When I walked my bicycle out of the train station after having arrived in Flensburg, the heavens opened and the rain welcomed me into yet another border region of Europe, where the northern German state of Schleswig-Holstein meets the south of Denmark. Salt, ships and sea breezes characterize the coasts and the port towns where inlets connect markets to northern and Baltic waters. In fact, all three of the German cities through which I had passed on my way north–Hamburg, Kiel and Flensburg– are part of this region. Although Hamburg is its own city-state, it is Germany’s largest port and like the other two cities, it shares an important maritime relationship with Denmark, the Netherlands, Scandinavia and England.
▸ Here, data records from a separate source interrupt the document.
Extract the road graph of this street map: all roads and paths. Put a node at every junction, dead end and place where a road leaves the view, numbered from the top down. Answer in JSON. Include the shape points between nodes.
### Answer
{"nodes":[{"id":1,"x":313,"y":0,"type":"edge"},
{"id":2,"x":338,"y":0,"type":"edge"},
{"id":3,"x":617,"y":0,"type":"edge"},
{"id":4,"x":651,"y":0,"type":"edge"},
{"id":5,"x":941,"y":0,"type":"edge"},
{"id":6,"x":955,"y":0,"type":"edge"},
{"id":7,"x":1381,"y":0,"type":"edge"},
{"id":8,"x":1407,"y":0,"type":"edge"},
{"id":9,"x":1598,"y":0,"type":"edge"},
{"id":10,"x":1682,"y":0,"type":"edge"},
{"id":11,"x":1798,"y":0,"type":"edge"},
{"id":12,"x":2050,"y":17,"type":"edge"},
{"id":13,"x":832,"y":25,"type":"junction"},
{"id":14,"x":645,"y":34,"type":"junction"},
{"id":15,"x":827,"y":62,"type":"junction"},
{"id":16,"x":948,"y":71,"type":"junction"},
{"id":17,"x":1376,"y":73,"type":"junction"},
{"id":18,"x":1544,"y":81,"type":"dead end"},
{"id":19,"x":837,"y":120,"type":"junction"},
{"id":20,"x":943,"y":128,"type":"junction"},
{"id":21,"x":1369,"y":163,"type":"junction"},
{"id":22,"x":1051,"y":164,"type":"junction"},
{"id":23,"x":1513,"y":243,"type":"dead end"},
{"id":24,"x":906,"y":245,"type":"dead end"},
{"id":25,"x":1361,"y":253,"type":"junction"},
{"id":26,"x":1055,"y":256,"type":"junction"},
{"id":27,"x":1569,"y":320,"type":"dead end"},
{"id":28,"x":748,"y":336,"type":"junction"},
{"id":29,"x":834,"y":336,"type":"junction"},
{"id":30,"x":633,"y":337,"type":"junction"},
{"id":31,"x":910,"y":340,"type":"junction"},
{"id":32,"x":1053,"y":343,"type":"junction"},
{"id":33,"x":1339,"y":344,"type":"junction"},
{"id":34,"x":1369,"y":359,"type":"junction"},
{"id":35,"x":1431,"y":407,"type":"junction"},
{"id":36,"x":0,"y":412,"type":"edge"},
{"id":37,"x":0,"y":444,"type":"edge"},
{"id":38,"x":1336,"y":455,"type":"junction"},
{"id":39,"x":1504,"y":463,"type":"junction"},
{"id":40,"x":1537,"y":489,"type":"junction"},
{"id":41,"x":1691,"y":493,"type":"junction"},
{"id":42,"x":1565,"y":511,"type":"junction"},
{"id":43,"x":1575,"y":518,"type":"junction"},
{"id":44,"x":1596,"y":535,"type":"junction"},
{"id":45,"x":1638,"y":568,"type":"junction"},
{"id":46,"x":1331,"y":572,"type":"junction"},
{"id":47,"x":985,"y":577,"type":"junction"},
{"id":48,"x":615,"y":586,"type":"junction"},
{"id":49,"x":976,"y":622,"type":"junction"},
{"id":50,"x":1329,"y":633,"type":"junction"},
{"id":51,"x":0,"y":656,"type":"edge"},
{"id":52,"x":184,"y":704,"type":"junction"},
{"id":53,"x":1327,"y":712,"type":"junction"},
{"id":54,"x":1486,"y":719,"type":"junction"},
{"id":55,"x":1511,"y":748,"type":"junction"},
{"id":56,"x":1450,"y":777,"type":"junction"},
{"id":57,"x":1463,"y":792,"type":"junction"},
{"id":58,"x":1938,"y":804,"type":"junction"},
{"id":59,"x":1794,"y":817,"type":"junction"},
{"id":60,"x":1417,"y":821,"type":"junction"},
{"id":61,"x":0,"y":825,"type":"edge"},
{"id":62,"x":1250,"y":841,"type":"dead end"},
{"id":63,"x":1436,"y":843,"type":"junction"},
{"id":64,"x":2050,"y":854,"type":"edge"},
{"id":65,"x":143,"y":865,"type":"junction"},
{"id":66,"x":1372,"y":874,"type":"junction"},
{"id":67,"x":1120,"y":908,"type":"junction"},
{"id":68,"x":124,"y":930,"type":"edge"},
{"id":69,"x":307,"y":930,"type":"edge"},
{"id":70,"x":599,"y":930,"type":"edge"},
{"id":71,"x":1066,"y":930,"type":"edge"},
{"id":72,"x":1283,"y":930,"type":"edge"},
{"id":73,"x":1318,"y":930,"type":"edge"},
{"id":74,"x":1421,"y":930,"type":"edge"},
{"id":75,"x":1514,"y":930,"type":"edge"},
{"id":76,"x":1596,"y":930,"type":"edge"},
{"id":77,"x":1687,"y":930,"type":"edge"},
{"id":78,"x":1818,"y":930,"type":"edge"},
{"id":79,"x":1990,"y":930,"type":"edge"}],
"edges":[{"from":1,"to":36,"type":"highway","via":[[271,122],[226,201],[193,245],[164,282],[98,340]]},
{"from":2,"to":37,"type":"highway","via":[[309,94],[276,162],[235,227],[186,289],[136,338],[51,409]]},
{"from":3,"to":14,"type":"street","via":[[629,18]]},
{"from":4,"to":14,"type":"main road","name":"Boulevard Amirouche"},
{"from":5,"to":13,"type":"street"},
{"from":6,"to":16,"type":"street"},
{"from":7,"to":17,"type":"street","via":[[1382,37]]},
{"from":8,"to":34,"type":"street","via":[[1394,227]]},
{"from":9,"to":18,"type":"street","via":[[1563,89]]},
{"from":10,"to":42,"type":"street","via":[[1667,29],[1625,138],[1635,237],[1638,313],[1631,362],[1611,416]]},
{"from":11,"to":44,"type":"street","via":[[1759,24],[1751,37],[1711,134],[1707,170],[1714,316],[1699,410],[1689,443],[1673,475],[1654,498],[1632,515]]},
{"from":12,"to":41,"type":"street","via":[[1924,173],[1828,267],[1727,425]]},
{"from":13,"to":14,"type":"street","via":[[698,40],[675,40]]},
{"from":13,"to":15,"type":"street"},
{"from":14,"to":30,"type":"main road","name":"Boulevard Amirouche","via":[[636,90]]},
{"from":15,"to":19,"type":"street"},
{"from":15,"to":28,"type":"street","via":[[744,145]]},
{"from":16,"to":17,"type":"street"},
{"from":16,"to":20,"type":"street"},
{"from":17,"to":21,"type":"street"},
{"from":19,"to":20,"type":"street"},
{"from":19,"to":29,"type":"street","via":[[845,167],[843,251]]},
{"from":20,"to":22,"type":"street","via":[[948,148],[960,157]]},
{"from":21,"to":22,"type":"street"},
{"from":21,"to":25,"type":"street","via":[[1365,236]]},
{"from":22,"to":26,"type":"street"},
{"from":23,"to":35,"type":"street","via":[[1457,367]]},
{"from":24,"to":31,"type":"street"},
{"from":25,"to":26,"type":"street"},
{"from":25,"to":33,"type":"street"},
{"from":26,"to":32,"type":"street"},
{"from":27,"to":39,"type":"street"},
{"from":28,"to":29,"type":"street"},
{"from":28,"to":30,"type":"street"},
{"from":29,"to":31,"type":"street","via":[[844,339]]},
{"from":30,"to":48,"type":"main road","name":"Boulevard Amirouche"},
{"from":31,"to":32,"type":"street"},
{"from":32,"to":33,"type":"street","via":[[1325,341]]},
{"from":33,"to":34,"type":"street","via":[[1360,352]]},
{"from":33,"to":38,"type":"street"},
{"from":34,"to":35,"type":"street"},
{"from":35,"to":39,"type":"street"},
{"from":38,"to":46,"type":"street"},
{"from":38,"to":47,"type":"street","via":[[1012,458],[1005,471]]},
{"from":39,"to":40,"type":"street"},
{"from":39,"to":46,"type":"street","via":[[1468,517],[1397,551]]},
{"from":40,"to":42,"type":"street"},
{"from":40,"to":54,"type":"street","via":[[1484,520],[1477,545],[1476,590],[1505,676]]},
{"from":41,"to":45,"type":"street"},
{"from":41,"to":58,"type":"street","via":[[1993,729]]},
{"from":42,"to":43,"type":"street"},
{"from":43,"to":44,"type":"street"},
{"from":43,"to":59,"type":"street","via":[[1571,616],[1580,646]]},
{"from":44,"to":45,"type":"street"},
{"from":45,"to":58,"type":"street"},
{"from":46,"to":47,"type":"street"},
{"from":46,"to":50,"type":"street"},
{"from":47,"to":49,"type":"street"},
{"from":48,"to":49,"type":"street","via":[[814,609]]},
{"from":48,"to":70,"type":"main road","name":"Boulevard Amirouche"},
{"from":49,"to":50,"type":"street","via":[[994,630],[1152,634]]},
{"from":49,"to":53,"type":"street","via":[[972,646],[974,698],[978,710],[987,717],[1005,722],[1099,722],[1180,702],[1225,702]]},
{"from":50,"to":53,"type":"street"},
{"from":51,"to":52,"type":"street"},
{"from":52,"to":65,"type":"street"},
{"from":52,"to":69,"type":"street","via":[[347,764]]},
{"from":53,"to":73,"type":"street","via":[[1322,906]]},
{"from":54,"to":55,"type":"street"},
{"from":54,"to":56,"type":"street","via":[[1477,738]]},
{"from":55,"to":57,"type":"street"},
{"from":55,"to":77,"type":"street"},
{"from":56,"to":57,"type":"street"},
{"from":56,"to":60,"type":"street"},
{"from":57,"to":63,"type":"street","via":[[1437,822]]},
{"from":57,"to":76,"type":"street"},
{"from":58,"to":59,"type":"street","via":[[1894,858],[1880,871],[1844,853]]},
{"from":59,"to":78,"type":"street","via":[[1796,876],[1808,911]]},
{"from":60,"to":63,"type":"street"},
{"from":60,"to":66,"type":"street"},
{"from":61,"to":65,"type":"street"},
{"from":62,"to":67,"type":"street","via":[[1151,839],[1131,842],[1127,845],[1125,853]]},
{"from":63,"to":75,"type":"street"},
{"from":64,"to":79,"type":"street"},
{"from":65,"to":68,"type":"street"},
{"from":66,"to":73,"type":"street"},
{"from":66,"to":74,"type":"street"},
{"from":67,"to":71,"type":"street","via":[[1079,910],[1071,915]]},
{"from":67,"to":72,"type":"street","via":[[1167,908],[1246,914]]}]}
I could hear the difference around me as I wandered the wet streets, listening to the voices of Dutch and Danish tourists on my way to find a map of the city.
During my ride with Micha and Niela between Hamburg and Kiel, we had discussed my plans to cycle through Denmark. “What’s the weather usually like?” I had asked Micha, who had driven extensively through Denmark and southern Sweden.
“Oh, it’s very windy. It rains fairly often, but the wind just comes and blows it away. It doesn’t last long.
I kept his words in mind as I trundled my bike under yet another portico and fished around in my backpack for my rain pants. By the time I had pulled them on over my boots, the rain, which had been pouring down just moments before, had slowed to a drizzle. I watched the people along the shopping street spill out from doorways and out from under banners back into the street as the clouds scudded by overhead and revealed bright swathes of sunshine behind their gray shoulders. This interplay of rain and sun continued as I passed through the byways of Flensburg and lingered in the Museum Havn, where old sailing ships were docked and small signs explained their construction and design.

Not wanting to leave without a taste of the local food, I bought a Fischbrötchen from a small kiosk where a woman prepared toasted bread rolls with mayonnaise, a pickle, lettuce, and your choice of fish. By the time I had found the bike path signage for the route into Denmark, the weather had grown quite sunny and warm. I stopped at a bakery to change into my cycling clothes, and prepared to cycle as far as I could before the weather changed its mind.
It felt so good to ride towards another border. There’s something about the border regions, the places where one culture, language and history merges with another, that draws me, not just geographically, but also in terms of personal identity. Perhaps even more so. I had a fascinating conversation on board the ferry with two other cyclists related to this topic as we discussed the history of Poland’s shifting borders, the patterns of Ukranian migration and the current Russian attitude towards outsiders. One cyclist was Russian, the other Polish, and both had cycled through Denmark and were headed for the Faroe Islands and Iceland. Our adventures were in many ways parallel. But I’ll have to save that for another time. As I cycled into Denmark, I passed through a forest just outside Flensburg and within a few kilometers, I had come to the border where two cyclists outfitted with touring equipment rounded the bend and approached me.
“Excuse me, but is this the way to Flensburg?” The woman asked me, peering at me, her shoulders hunched. She wore rain gear as well, and her panniers were waterproof. Mine were not. A man accompanied her with similar gear.
“Yes, there’s a road just over there that goes through the forest and takes you into Flensburg.”
She squinted at the highway just ahead of us, probably wondering which was the more efficient course to take. “But how far is it?”
“It’s just a few kilometers. Are you coming from Denmark and going into Germany?”
“Yes.”
“Ah. I’ve just come from Germany and I’m heading into Denmark.”
“Oh, so you’ve just been that way?”
“Yes, it’s really just right through that forest. You’ll be in Flensburg in ten minutes.”
“Oh, good. Thank you.” The man and woman leaned forward and pushed off, pedaling their lumbering bike towards the forest path I had indicated.
And I took a photo of the flags, glanced at the darkening sky, and continued into Denmark. Within minutes it was raining again, and I hadn’t gone twenty kilometers before every inch of me was soaking wet through to the skin. With a rueful sigh, I finally pulled over towards a sign that promised a campsite within two kilometers , but when it didn’t appear and I spied a convenient farmer’s field with a forested windbreak and protection from the road, I pulled over and unpacked. Mercifully, the clouds abandoned their rain dance and the sun came out again for the evening while I settled into my tent. I put on whatever I had left that was dry, pulled my rain gear on over that, and let sleep come. It was Wednesday evening. I had two more days to ride as far as possible. The ferry left Hirtshals harbor at 3:30 on Saturday. I would try to get there Friday evening, and although I wanted to be able to say that I had cycled across Denmark, south to north, I estimated that I would most likely finish by taking the train.